## What you are asked to do
Please repeat every entry exactly as written, but skip the pictures.

+---+

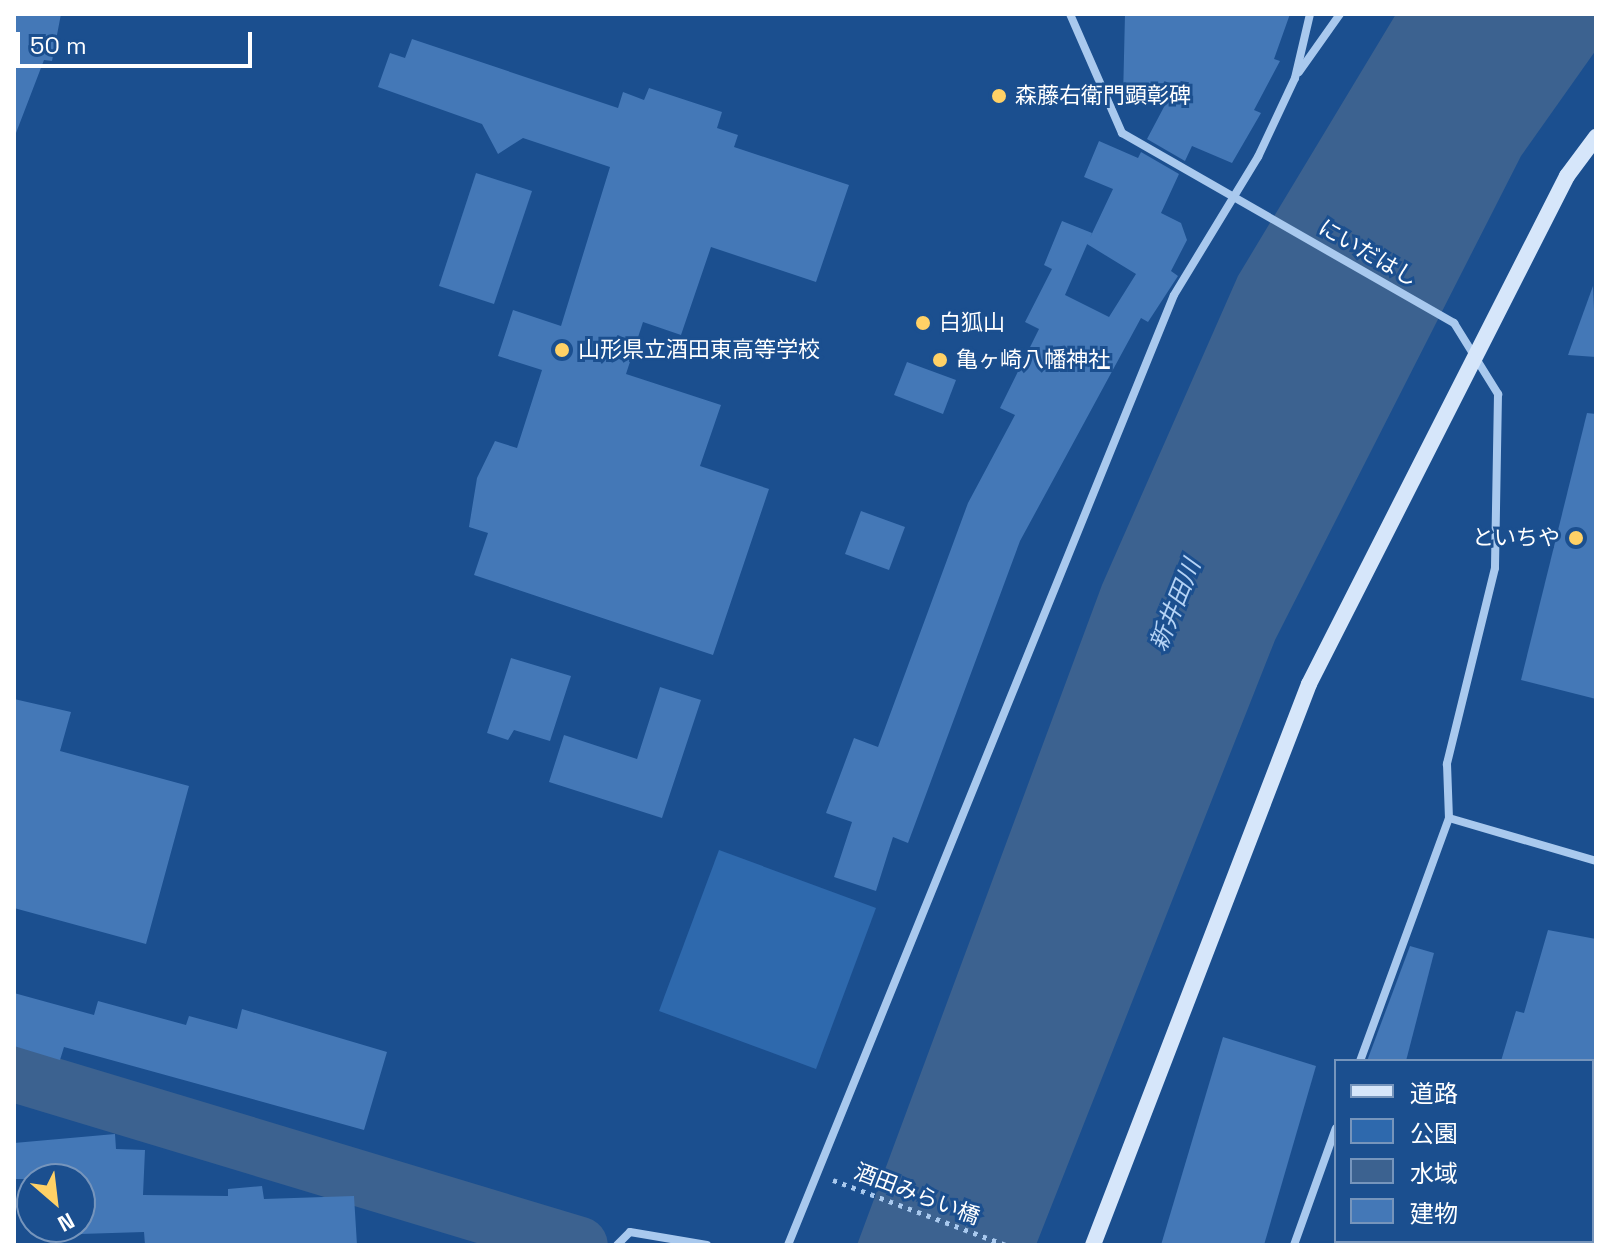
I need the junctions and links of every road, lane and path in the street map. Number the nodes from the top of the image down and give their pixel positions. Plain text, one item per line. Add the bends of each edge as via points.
1 (1070, 14) edge
2 (1310, 14) edge
3 (1340, 14) edge
4 (1295, 78) junction
5 (1596, 137) edge
6 (1232, 197) junction
7 (1479, 355) junction
8 (1449, 818) junction
9 (1596, 861) edge
10 (1361, 1059) edge
11 (1334, 1134) edge
12 (817, 1174) junction
13 (617, 1245) edge
14 (707, 1245) edge
15 (788, 1245) edge
16 (1006, 1245) edge
17 (1093, 1245) edge
18 (1294, 1245) edge

1 - 6 street, にいだはし via 1122,133
2 - 4 street
3 - 4 street
4 - 6 street
5 - 7 street via 1567,176
6 - 7 street, にいだはし via 1454,323
6 - 12 street via 1174,295
7 - 8 street via 1498,394 1495,568 1447,764
7 - 17 street via 1309,684
8 - 9 street
8 - 10 street
11 - 18 street
12 - 15 street
12 - 16 path, 酒田みらい橋
13 - 14 street via 630,1232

+---+

## Result
I need the junctions and links of every road, lane and path in the street map. Number the nodes from the top of the image down and give their pixel positions. Plain text, one item per line. Add the bends of each edge as via points.
1 (1070, 14) edge
2 (1310, 14) edge
3 (1340, 14) edge
4 (1295, 78) junction
5 (1596, 137) edge
6 (1232, 197) junction
7 (1479, 355) junction
8 (1449, 818) junction
9 (1596, 861) edge
10 (1361, 1059) edge
11 (1334, 1134) edge
12 (817, 1174) junction
13 (617, 1245) edge
14 (707, 1245) edge
15 (788, 1245) edge
16 (1006, 1245) edge
17 (1093, 1245) edge
18 (1294, 1245) edge

1 - 6 street, にいだはし via 1122,133
2 - 4 street
3 - 4 street
4 - 6 street
5 - 7 street via 1567,176
6 - 7 street, にいだはし via 1454,323
6 - 12 street via 1174,295
7 - 8 street via 1498,394 1495,568 1447,764
7 - 17 street via 1309,684
8 - 9 street
8 - 10 street
11 - 18 street
12 - 15 street
12 - 16 path, 酒田みらい橋
13 - 14 street via 630,1232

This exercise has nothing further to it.